Given data »
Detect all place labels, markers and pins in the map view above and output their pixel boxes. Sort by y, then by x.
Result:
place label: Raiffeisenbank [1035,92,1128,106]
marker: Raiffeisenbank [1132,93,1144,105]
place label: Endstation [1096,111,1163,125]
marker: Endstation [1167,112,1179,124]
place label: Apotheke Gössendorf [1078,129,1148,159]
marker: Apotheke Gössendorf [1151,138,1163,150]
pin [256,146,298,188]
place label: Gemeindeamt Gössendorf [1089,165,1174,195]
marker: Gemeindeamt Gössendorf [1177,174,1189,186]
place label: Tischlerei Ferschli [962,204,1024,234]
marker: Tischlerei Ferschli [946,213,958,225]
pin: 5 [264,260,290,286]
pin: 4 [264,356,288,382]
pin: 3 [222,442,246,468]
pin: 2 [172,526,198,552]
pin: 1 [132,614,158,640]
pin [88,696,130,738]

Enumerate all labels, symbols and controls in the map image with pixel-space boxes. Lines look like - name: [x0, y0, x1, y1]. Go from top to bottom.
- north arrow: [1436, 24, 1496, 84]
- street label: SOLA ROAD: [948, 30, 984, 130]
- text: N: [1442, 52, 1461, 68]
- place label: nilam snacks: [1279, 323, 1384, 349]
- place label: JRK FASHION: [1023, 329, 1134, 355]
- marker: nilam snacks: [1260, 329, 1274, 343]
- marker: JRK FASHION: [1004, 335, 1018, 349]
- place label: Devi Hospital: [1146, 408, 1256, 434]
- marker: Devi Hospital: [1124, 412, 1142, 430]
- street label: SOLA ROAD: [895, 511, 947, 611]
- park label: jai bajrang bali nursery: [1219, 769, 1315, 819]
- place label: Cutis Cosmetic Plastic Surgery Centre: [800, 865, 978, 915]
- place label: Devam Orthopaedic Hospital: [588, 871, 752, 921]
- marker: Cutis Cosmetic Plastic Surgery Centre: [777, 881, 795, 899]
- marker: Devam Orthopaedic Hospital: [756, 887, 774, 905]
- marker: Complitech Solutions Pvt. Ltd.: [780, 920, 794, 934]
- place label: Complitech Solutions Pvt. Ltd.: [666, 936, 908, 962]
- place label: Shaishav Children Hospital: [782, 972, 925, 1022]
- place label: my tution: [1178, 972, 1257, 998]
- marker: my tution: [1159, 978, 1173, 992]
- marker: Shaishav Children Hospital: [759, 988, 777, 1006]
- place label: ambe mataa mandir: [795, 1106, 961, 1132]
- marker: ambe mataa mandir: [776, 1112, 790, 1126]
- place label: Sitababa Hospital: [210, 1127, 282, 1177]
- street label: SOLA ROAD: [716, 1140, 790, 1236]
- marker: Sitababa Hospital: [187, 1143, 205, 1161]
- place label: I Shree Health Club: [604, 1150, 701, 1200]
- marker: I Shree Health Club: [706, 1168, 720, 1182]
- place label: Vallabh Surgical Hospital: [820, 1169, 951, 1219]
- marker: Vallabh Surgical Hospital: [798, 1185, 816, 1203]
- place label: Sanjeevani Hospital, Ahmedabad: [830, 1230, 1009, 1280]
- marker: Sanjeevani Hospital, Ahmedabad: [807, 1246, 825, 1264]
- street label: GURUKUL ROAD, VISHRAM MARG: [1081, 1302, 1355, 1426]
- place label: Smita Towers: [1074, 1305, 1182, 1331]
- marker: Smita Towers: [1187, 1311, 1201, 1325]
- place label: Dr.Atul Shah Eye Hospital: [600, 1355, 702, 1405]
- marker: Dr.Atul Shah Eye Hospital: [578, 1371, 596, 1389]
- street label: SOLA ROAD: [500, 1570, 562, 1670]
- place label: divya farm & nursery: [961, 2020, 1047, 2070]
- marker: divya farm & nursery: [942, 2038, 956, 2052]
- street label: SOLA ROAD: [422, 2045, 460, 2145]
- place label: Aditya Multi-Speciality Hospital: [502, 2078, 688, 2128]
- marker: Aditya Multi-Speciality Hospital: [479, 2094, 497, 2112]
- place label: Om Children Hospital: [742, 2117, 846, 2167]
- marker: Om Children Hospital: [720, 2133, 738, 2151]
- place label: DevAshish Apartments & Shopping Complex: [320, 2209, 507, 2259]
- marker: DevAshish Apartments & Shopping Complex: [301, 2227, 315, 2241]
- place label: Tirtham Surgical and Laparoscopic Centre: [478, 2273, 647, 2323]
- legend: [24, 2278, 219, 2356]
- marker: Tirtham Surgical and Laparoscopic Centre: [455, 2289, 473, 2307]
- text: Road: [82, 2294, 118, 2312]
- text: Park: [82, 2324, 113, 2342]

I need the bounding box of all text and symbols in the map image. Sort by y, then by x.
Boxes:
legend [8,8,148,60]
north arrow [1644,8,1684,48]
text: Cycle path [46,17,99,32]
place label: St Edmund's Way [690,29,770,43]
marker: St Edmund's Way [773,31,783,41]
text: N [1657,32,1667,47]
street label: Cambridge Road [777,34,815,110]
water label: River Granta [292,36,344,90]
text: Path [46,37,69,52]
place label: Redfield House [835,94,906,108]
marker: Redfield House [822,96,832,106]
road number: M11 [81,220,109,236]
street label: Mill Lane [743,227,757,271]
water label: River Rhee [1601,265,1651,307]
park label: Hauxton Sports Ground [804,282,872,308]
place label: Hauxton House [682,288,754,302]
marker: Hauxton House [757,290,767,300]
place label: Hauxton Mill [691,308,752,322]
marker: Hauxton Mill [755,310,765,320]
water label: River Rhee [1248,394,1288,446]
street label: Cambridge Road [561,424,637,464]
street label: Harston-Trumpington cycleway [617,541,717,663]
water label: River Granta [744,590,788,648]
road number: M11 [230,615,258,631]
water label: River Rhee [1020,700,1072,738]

Exercise directions » Find the word "FASHION" in the data and show each line that holds it.

Response area »
- place label: JRK FASHION: [1023, 329, 1134, 355]
- marker: JRK FASHION: [1004, 335, 1018, 349]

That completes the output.